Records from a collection
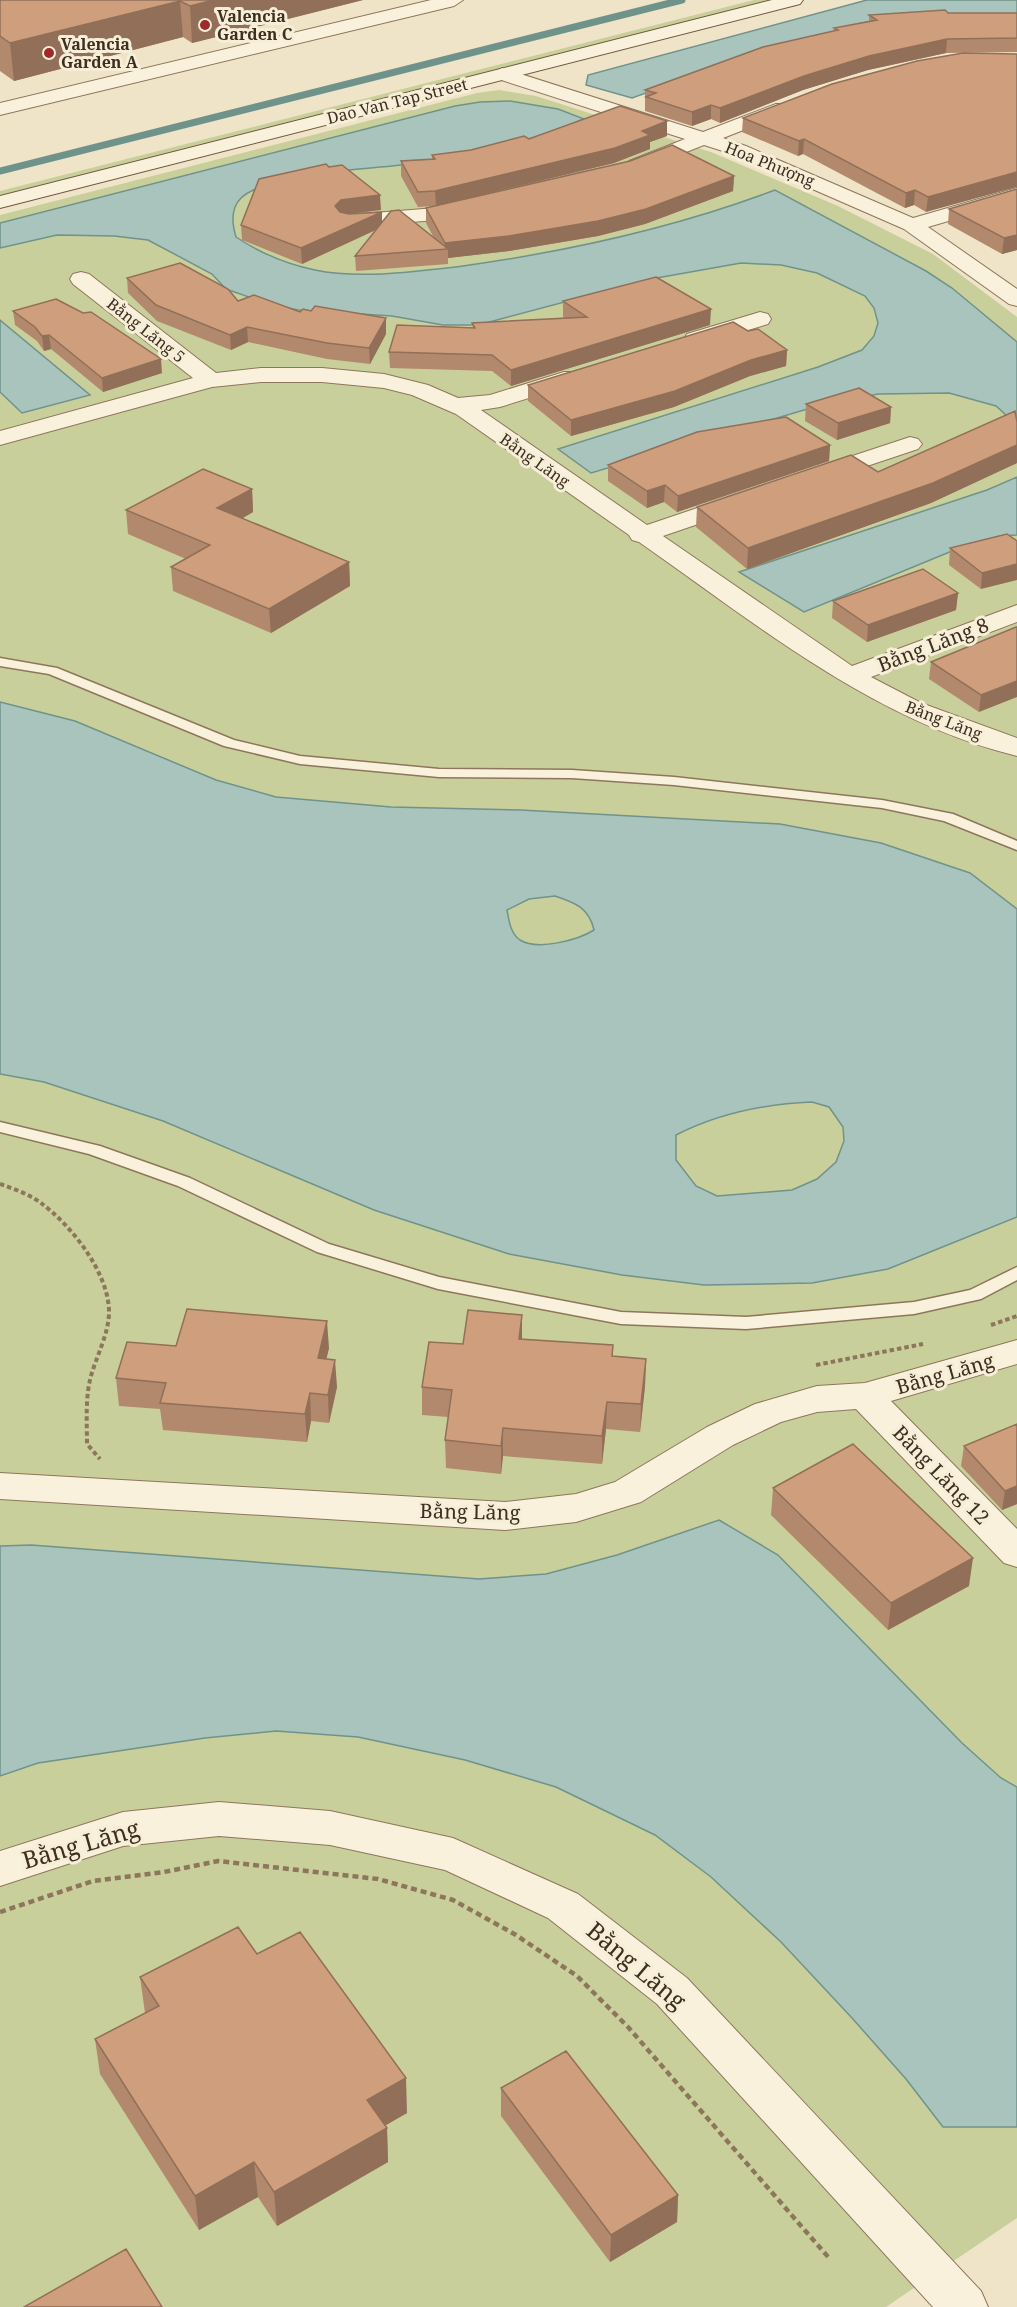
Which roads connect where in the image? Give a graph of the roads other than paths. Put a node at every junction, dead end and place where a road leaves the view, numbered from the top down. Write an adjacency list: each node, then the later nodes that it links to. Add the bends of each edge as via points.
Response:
1 (454, 0): 6 (street)
2 (737, 0): 9 (street, Dao Van Tap Street)
3 (794, 0): 4 (street, Dao Van Tap Street)
4 (502, 74): 7 (street, Hoa Phượng); 12 (street, Dao Van Tap Street)
5 (800, 101): 7 (street)
6 (0, 109)
7 (704, 139): 8 (street); 14 (street, Hoa Phượng, via 805,177)
8 (622, 170)
9 (0, 186)
10 (1017, 194): 14 (street)
11 (494, 200): 13 (street, via 436,214)
12 (0, 202)
13 (349, 221)
14 (911, 225): 16 (street, Hoa Phượng)
15 (81, 279): 20 (street, Bằng Lăng 5)
16 (1017, 298)
17 (760, 319): 18 (street)
18 (670, 346)
19 (592, 371): 21 (street)
20 (211, 380): 21 (street, Bằng Lăng, via 261,375 384,381 420,390 455,405); 22 (street, Bằng Lăng)
21 (484, 410): 26 (street, Bằng Lăng)
22 (0, 438)
23 (909, 444): 24 (street)
24 (801, 481)
25 (757, 496): 26 (street)
26 (641, 535): 29 (street, Bằng Lăng)
27 (1017, 613): 29 (street, Bằng Lăng 8)
28 (0, 662): 31 (lane, via 52,671 229,742 300,760 439,773 572,774 882,804 948,817)
29 (849, 676): 30 (street, Bằng Lăng, via 911,710)
30 (1017, 748)
31 (1017, 846)
32 (0, 1127): 33 (lane, via 94,1150 184,1182 323,1248 438,1282 621,1318 746,1323 903,1310 975,1295)
33 (1017, 1274)
34 (1017, 1352): 35 (street, Bằng Lăng)
35 (865, 1396): 36 (street, Bằng Lăng, via 817,1400 768,1413 720,1436 628,1492 576,1508 517,1514); 37 (street, Bằng Lăng 12)
36 (0, 1486)
37 (1017, 1553)
38 (0, 1869): 39 (street, Bằng Lăng, via 123,1829 219,1819 330,1828 453,1855 563,1906 672,1991)
39 (964, 2307)

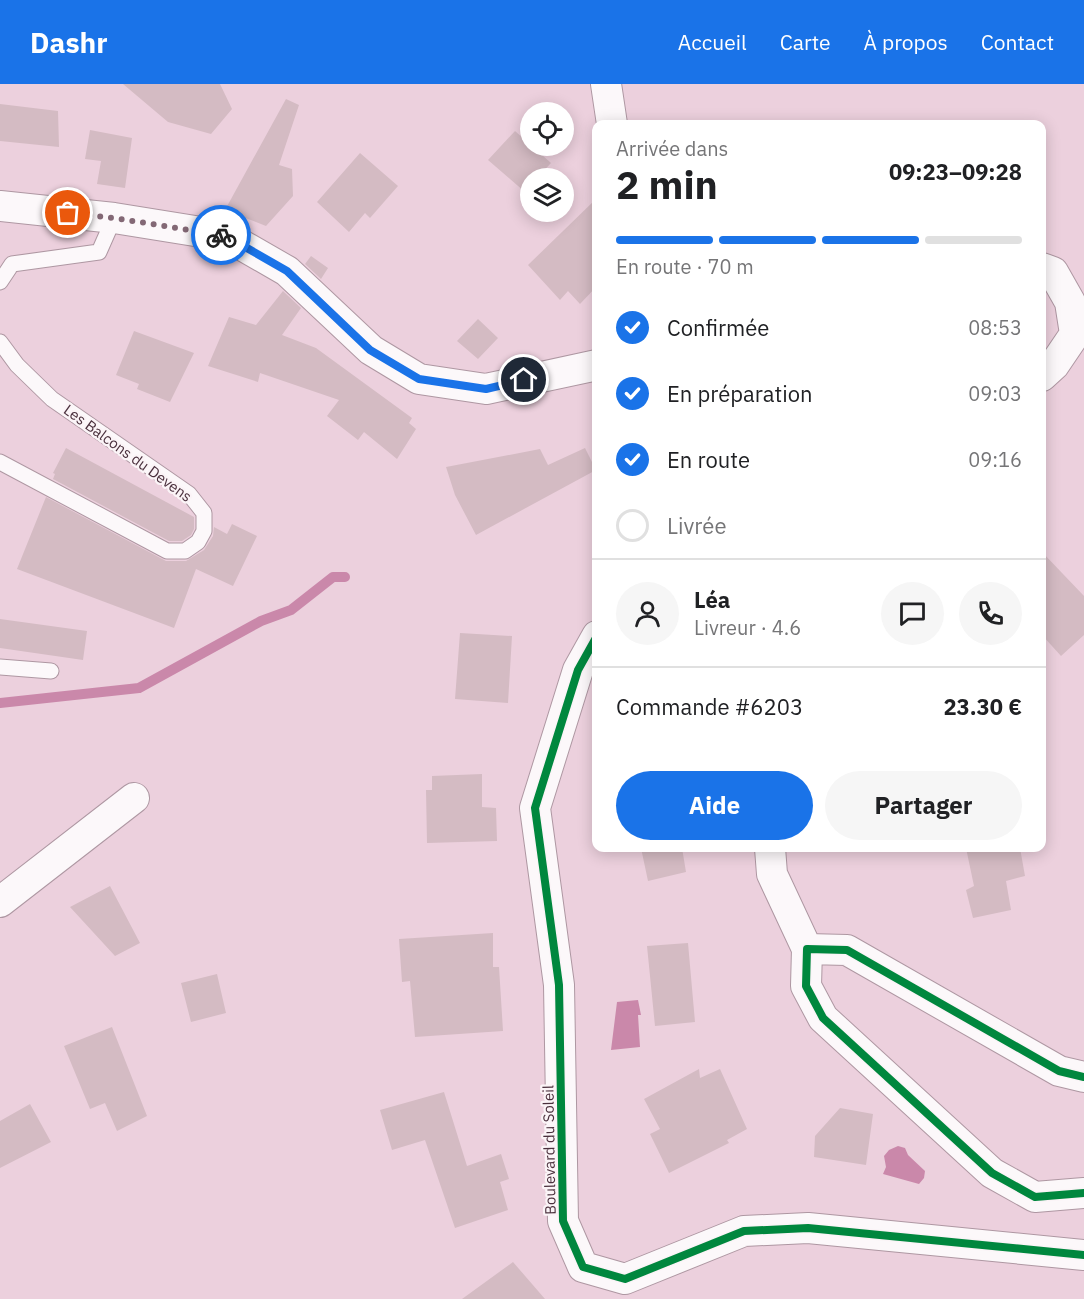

Your instructions: What is needed here is each line above set down word for word, minus the images.

Answer space:
Which roads connect where in the image? Give a graph of the roads other than paths. Put a node at every junction, dead end and place where a road leaves the view, numbered from the top down. Write an adjacency list: each node, then the later nodes that it links to. Add the bends of each edge as via points.
Response:
1 (454, 0): 6 (street)
2 (737, 0): 9 (street, Dao Van Tap Street)
3 (794, 0): 4 (street, Dao Van Tap Street)
4 (502, 74): 7 (street, Hoa Phượng); 12 (street, Dao Van Tap Street)
5 (800, 101): 7 (street)
6 (0, 109)
7 (704, 139): 8 (street); 14 (street, Hoa Phượng, via 805,177)
8 (622, 170)
9 (0, 186)
10 (1017, 194): 14 (street)
11 (494, 200): 13 (street, via 436,214)
12 (0, 202)
13 (349, 221)
14 (911, 225): 16 (street, Hoa Phượng)
15 (81, 279): 20 (street, Bằng Lăng 5)
16 (1017, 298)
17 (760, 319): 18 (street)
18 (670, 346)
19 (592, 371): 21 (street)
20 (211, 380): 21 (street, Bằng Lăng, via 261,375 384,381 420,390 455,405); 22 (street, Bằng Lăng)
21 (484, 410): 26 (street, Bằng Lăng)
22 (0, 438)
23 (909, 444): 24 (street)
24 (801, 481)
25 (757, 496): 26 (street)
26 (641, 535): 29 (street, Bằng Lăng)
27 (1017, 613): 29 (street, Bằng Lăng 8)
28 (0, 662): 31 (lane, via 52,671 229,742 300,760 439,773 572,774 882,804 948,817)
29 (849, 676): 30 (street, Bằng Lăng, via 911,710)
30 (1017, 748)
31 (1017, 846)
32 (0, 1127): 33 (lane, via 94,1150 184,1182 323,1248 438,1282 621,1318 746,1323 903,1310 975,1295)
33 (1017, 1274)
34 (1017, 1352): 35 (street, Bằng Lăng)
35 (865, 1396): 36 (street, Bằng Lăng, via 817,1400 768,1413 720,1436 628,1492 576,1508 517,1514); 37 (street, Bằng Lăng 12)
36 (0, 1486)
37 (1017, 1553)
38 (0, 1869): 39 (street, Bằng Lăng, via 123,1829 219,1819 330,1828 453,1855 563,1906 672,1991)
39 (964, 2307)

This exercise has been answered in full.